На кирпичной стене было распахнуто бумажное окно в дождливый день. Виктор не сразу понял, что это афиша — мокрое серое стекло, темная деревянная рама и выше, уже на черной бумаге, беспощадно-белые слова: «Дожди. Памяти Марии Б».
Снизу — аккуратные столбики дат спектакля. Сегодня вечером, через пять часов, как раз играл новый состав.
«Ее не должны помнить», — забывшись, растерянно сказал он Мартину, продолжая молча разглядывать афишу.
«Шутишь? Ты убил режиссера, актрису, волонтера и кем она там еще была, к тому же просто красивую девушку. То есть не ты, а маньяк, который любил эффектные смерти. Радуйся, что памятник у театра стоит, а не на центральной площади вместо того мужика в кепке», — мрачно ответил Мартин.
Он сидел в проеме, опустив руку в белую пустоту, и старался не оборачиваться, чтобы не встречаться взглядом с торжествующей Мари.
Виктор только досадливо фыркнул. Тогда ему казалось, что он подумал обо всем — как сделать так, чтобы его не поймали, как сделать так, чтобы режиссера обвинили вместо него.
Но он совсем забыл о том, что истинная ее сущность останется за кулисами. Он сам выпустил на сцену идеальную жертву в светлом образе мученицы-Офелии. Тщательно загримировал ее, сделал костюм, написал пьесу, поставил свет и, конечно, подготовил лучшую сцену для лучшей ее роли.
— Ее забудут, — процедил он, касаясь кончиками пальцев афиши. — У людей короткая… память.
«Конечно, забудут», — миролюбиво поддакнул Мартин. Спокойно, как душевнобольному.

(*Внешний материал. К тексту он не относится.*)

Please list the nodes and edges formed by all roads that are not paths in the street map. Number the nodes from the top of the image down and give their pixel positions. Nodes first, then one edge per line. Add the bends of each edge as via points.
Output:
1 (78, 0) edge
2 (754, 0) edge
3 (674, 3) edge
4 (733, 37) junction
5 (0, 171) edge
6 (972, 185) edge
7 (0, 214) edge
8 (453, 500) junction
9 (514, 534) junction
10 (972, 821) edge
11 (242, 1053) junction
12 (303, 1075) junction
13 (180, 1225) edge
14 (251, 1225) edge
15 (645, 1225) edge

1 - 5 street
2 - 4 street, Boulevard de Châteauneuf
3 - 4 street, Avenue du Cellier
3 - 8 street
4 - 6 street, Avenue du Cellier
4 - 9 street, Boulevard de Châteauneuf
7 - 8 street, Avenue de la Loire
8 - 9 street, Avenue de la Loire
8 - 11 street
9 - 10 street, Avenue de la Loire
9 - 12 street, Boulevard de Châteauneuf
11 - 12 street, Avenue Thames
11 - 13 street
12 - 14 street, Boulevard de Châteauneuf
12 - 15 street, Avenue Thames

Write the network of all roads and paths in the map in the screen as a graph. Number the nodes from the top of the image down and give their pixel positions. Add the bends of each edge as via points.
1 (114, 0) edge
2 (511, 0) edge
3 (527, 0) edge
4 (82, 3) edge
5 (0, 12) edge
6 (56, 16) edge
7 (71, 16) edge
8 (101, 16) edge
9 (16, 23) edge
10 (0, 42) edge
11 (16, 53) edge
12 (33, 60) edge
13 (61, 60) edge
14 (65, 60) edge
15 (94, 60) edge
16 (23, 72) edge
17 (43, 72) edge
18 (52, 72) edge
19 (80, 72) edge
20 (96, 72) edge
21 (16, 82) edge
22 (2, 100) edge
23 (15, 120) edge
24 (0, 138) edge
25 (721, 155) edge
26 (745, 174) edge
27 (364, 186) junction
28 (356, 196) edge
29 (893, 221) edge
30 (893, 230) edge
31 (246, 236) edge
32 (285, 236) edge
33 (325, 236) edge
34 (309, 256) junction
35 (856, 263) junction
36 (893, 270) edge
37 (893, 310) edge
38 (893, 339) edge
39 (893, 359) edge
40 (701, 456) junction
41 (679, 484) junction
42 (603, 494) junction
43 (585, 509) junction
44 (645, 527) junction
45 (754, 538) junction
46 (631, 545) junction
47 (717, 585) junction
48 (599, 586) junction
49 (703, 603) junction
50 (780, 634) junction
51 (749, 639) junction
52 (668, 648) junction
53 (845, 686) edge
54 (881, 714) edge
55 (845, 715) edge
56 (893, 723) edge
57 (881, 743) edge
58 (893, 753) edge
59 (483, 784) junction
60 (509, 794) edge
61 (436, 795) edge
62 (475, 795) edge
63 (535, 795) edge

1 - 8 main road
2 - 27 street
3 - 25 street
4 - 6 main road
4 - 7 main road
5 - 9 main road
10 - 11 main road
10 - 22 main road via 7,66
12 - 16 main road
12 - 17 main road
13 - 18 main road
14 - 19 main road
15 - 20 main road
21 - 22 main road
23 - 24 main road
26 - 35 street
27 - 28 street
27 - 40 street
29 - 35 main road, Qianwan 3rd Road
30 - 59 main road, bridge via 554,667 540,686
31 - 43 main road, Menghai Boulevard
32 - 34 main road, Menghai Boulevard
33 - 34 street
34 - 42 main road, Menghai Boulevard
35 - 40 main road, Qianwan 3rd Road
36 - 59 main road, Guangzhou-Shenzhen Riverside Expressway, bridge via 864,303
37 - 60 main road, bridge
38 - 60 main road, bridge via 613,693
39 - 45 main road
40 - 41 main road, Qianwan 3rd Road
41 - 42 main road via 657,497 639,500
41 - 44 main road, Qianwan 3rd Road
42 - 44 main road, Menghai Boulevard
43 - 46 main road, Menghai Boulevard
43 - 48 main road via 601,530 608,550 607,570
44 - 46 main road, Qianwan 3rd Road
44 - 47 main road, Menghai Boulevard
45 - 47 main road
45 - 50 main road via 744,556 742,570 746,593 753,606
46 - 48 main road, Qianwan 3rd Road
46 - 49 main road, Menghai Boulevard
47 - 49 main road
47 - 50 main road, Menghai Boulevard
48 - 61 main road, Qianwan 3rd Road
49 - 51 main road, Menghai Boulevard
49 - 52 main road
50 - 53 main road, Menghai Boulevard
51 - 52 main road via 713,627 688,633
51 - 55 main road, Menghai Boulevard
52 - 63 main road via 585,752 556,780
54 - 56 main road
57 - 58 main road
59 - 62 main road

Виктор купил в кассе три билета и несколько секунд стоял, пытаясь понять, что же сделал не так.
— Ты один, — подсказала ему Ника, видимо, устав смотреть, как он непонимающе разглядывает билеты.
— Что?
— Мартину не нужен билет, — без улыбки сказала она.
— Действительно, — он спрятал билеты во внутренний карман. — Ну ничего, он все равно незримо с нами.
Он чувствовал, как душу наполняет неожиданное спокойствие. Недавняя злость отступила, оставив только благодушное миролюбие.
Даже сигарета, которую он закурил прямо у выхода под запрещающим знаком, перестала казаться такой отвратительной.
Мартин задумчиво наблюдал, как Виктор выходит на улицу и растерянно оглядывается. Прислушивался к его мыслям и настроению. Ворох ничего не значащих, пустых эмоций и размышлений — пить ли кофе, стоит ли сходить на мост, где убил Мари, надо ли вернуться и рассмотреть памятник, растерянность, сомнение, неопределенность, раздражение, шипящая вина, снова сомнения… Мартин заметил, как рефлекторно подрагивают пальцы Виктора с той стороны, где стояла Ника.